Human keypoint data

»»

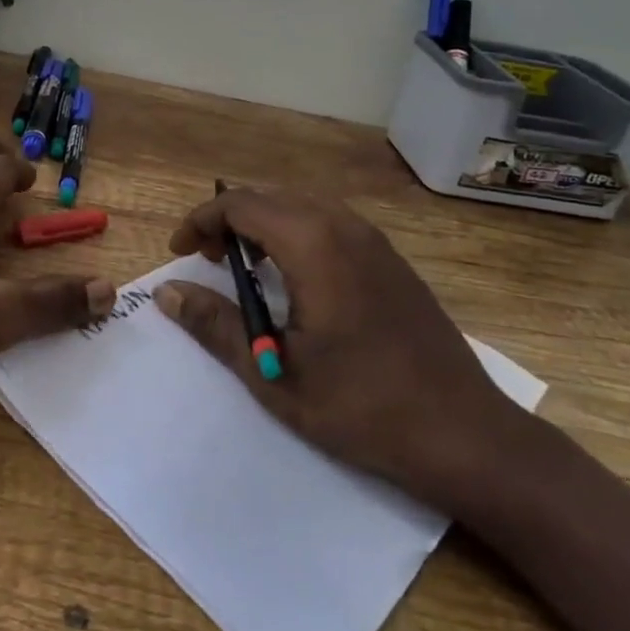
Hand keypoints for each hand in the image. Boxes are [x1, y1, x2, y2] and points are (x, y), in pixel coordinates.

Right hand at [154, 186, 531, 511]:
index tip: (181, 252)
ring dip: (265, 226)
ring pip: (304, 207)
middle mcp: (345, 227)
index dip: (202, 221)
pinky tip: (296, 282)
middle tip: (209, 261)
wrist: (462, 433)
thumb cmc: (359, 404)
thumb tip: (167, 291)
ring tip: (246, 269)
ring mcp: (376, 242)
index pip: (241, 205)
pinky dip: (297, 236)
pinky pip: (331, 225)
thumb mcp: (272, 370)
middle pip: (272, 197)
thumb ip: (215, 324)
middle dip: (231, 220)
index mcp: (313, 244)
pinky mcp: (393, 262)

««

Task description :: Your task is to set down exactly the lines from the line containing "Right hand at" to the end of the data above, including both ends.

Result ::
Right hand at [154, 186, 531, 511]:
index tip: (181, 252)
ring dip: (265, 226)
ring pip: (304, 207)
middle mcp: (345, 227)
index dip: (202, 221)
pinky tip: (296, 282)
middle tip: (209, 261)
wrist: (462, 433)
thumb cmc: (359, 404)
thumb tip: (167, 291)
ring tip: (246, 269)
ring mcp: (376, 242)
index pip: (241, 205)
pinky dip: (297, 236)
pinky pip: (331, 225)
thumb mcp: (272, 370)
middle pip: (272, 197)
thumb ip: (215, 324)
middle dip: (231, 220)
index mcp: (313, 244)
pinky mcp: (393, 262)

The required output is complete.